Aristote : « l’esclave est un objet de propriété animé »
Dans l’Antiquité, l’esclavage est un état de fait immémorial que ni la morale ni les institutions politiques ne remettent en question. Pour Platon, l’ordre social et la personne humaine s’ordonnent selon une même hiérarchie des valeurs où des éléments rationnels disciplinés dominent « naturellement » des éléments affectifs indisciplinés (voir "Platon et la cité idéale"). Les pires sociétés, comme les pires individus, sont celles où dominent les éléments les plus bas, caractéristiques de ceux qui sont esclaves. En conséquence, la meilleure condition que puissent connaître les esclaves est celle dans laquelle ils sont gouvernés. Bien entendu, si dans la littérature (comédies, satires) il est fréquent que les esclaves surpassent leurs maîtres en ingéniosité, ils ne le font jamais en moralité.

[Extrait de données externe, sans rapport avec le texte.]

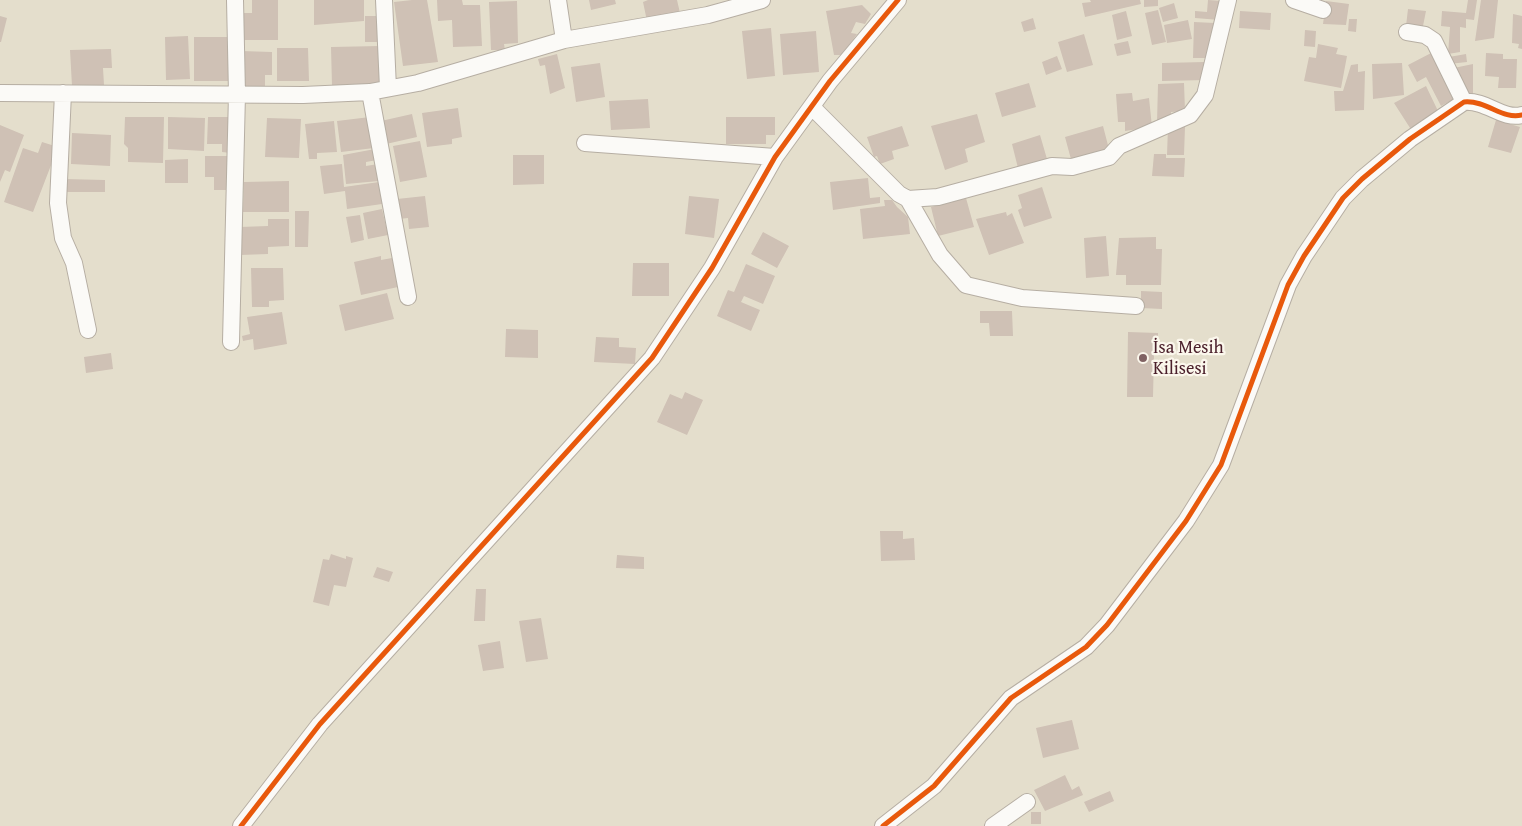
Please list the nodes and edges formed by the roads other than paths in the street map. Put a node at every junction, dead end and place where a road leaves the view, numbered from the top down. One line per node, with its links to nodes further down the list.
1 (235, 0): 15 (street)
2 (384, 0): 11 (street)
3 (558, 0): 10 (street)
4 (762, 0): 10 (street)
5 (898, 0): 17 (street)
6 (1228, 0): 21 (street)
7 (1294, 0): 8 (street)
8 (1323, 10)
9 (1407, 32): 16 (street)
10 (564, 40): 11 (street)
11 (388, 88): 12 (street)
12 (370, 92): 15 (street); 22 (street)
13 (0, 93): 14 (street)
14 (64, 93): 15 (street); 24 (street)
15 (237, 94): 25 (street)
16 (1464, 102): 18 (street); 28 (street)
17 (812, 107): 20 (street); 21 (street)
18 (1522, 115)
19 (585, 143): 20 (street)
20 (776, 157): 27 (street)
21 (908, 200): 23 (street)
22 (408, 298)
23 (1136, 306)
24 (88, 330)
25 (231, 342)
26 (1027, 802): 29 (street)
27 (241, 826)
28 (883, 826)
29 (993, 826)

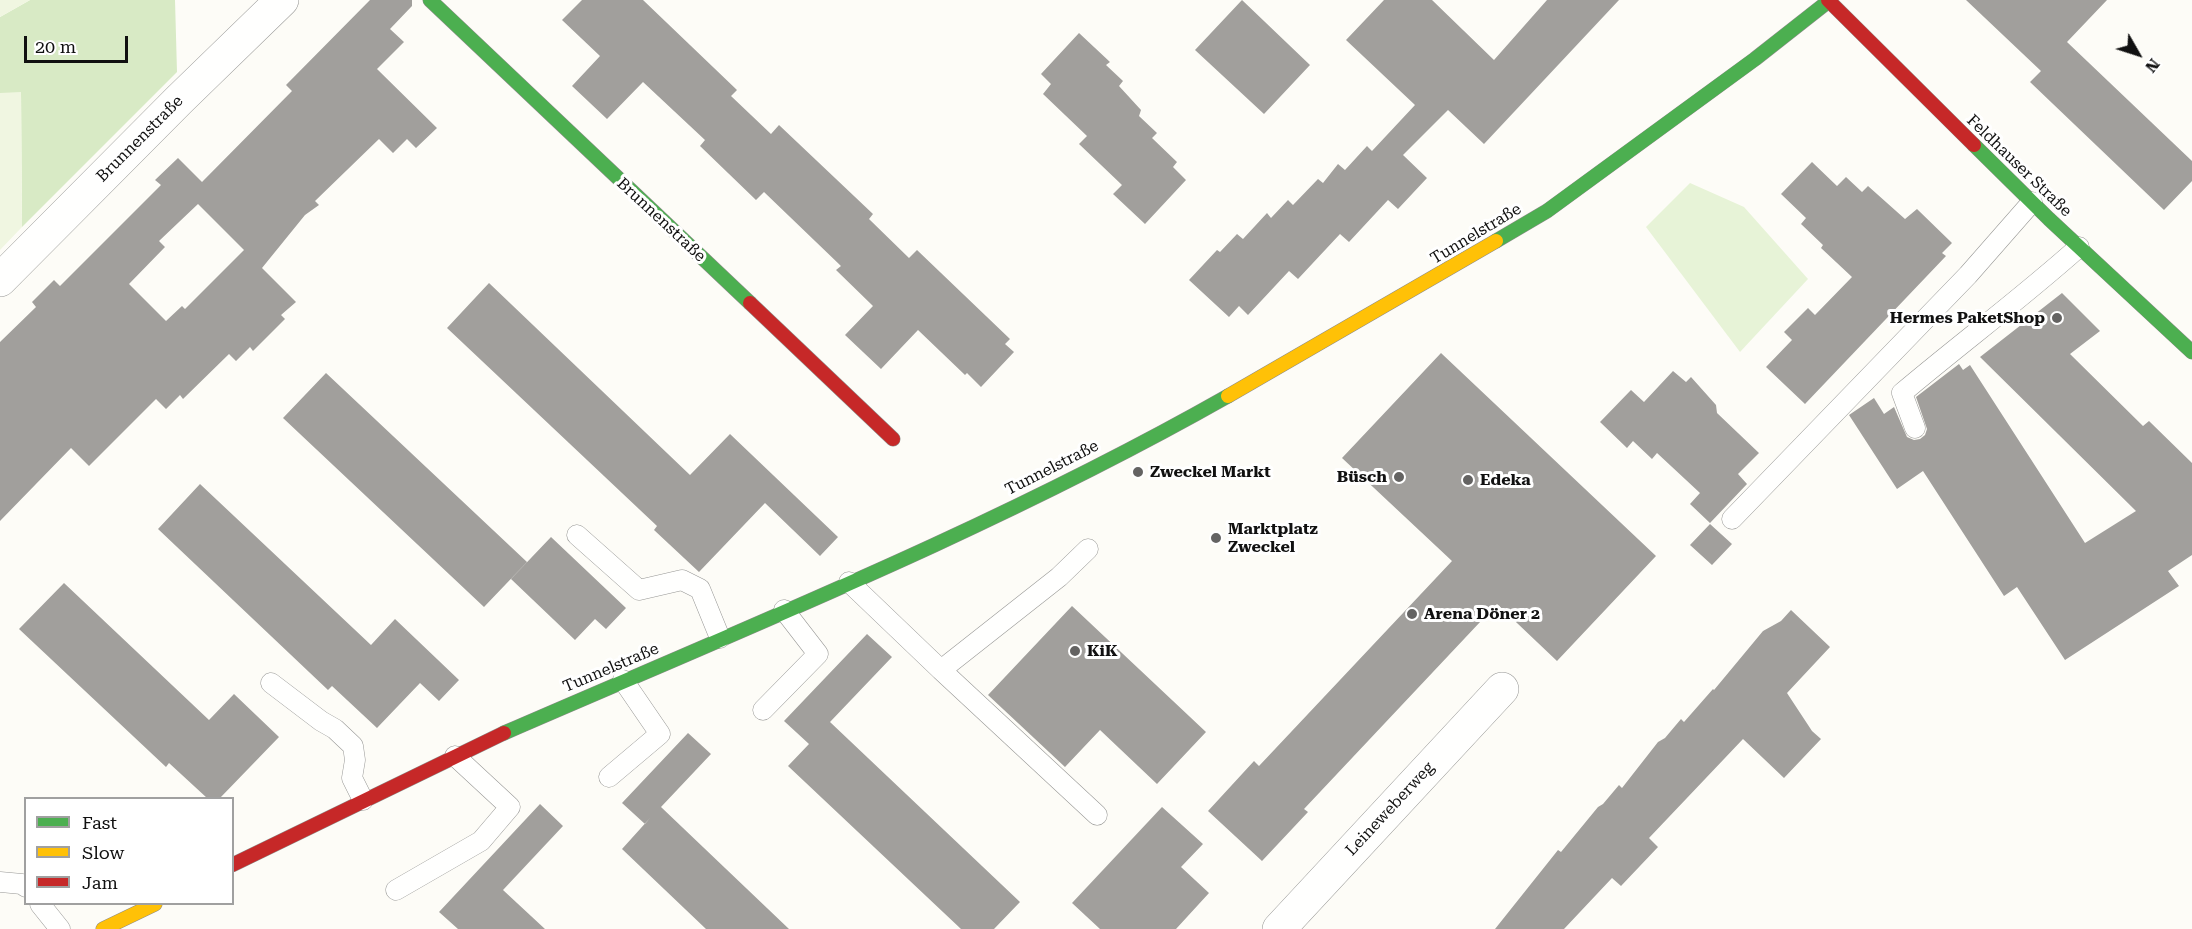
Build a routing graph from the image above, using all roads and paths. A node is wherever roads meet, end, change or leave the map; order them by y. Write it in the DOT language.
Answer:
graph roads {
  1 [pos="282,0"];
  2 [pos="430,0"];
  3 [pos="1829,0"];
  4 [pos="2032,201"];
  5 [pos="2079,247"];
  6 [pos="0,280"];
  7 [pos="2192,352"];
  8 [pos="1915,428"];
  9 [pos="893,439"];
  10 [pos="1732,519"];
  11 [pos="577,535"];
  12 [pos="1088,549"];
  13 [pos="849,582"];
  14 [pos="784,610"];
  15 [pos="720,638"];
  16 [pos="941,670"];
  17 [pos="623,680"];
  18 [pos="271,683"];
  19 [pos="1502,688"];
  20 [pos="763,711"];
  21 [pos="455,756"];
  22 [pos="609,777"];
  23 [pos="363,800"];
  24 [pos="1097,815"];
  25 [pos="234,864"];
  26 [pos="0,882"];
  27 [pos="24,886"];
  28 [pos="396,890"];
  29 [pos="42,905"];
  30 [pos="151,905"];
  31 [pos="60,929"];
  32 [pos="103,929"];
  33 [pos="1279,929"];
  1 -- 6 [label="street, Brunnenstraße"];
  2 -- 9 [label="street, Brunnenstraße"];
  3 -- 4 [label="street, Feldhauser Straße"];
  3 -- 13 [label="street, Tunnelstraße"];
  4 -- 5 [label="street, Feldhauser Straße"];
  4 -- 10 [label="lane"];
  5 -- 7 [label="street, Feldhauser Straße"];
  5 -- 8 [label="lane"];
  11 -- 15 [label="lane"];
  12 -- 16 [label="lane"];
  13 -- 14 [label="street, Tunnelstraße"];
  13 -- 16 [label="lane"];
  14 -- 15 [label="street, Tunnelstraße"];
  14 -- 20 [label="lane"];
  15 -- 17 [label="street, Tunnelstraße"];
  16 -- 24 [label="lane"];
  17 -- 21 [label="street, Tunnelstraße"];
  17 -- 22 [label="lane"];
  18 -- 23 [label="lane"];
  19 -- 33 [label="street, Leineweberweg"];
  21 -- 23 [label="street, Tunnelstraße"];
  21 -- 28 [label="lane"];
  23 -- 25 [label="street, Tunnelstraße"];
  26 -- 27 [label="lane"];
  29 -- 31 [label="lane"];
  30 -- 32 [label="street"];
}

C’est Aristote (384-322 avant J.-C.) qui propose l’analyse la plus élaborée de l’esclavage dans sa Politique : les esclaves remplissent la fonction d’instruments animés pour entretenir la vie de tous les jours dans ses structures individuelles (la famille) comme collectives (la cité).« Certains croient qu'il existe une science, celle du pouvoir du maître, et qu'elle est la même pour le chef de famille, le maître, l'homme d'État et le roi [...]. Pour d'autres, la domination du maître est contre nature : c'est seulement en vertu de la loi que l'un est esclave et l'autre libre ; par nature il n'y a aucune différence ; aussi une telle autorité n'est-elle pas juste, car elle est violence » (livre I, 2-7, traduction Jean Aubonnet pour Les Belles Lettres, 1991). Pour Aristote, l'économie — au sens étymologique, l'ensemble des lois (nomoi) pour bien gérer la maison (oïkos) — nécessite des « instruments appropriés », « les uns animés, les autres inanimés ». Ainsi « un objet de propriété est un instrument utile à la vie, et la propriété, c'est un ensemble d'instruments ; l'esclave est un objet de propriété animé et tout serviteur est comme un instrument précédant les autres instruments » (ibid.). D'où la distinction de nature, fondamentale, entre maître et esclave : « tandis que le maître est simplement maître de l'esclave, mais ne lui appartient pas, l'esclave, lui, non seule-ment est esclave du maître, mais encore lui appartient entièrement. [...] Un être qui par nature ne s'appartient pas, mais est l'homme d'un autre, cet être-là est par nature esclave » (ibid.).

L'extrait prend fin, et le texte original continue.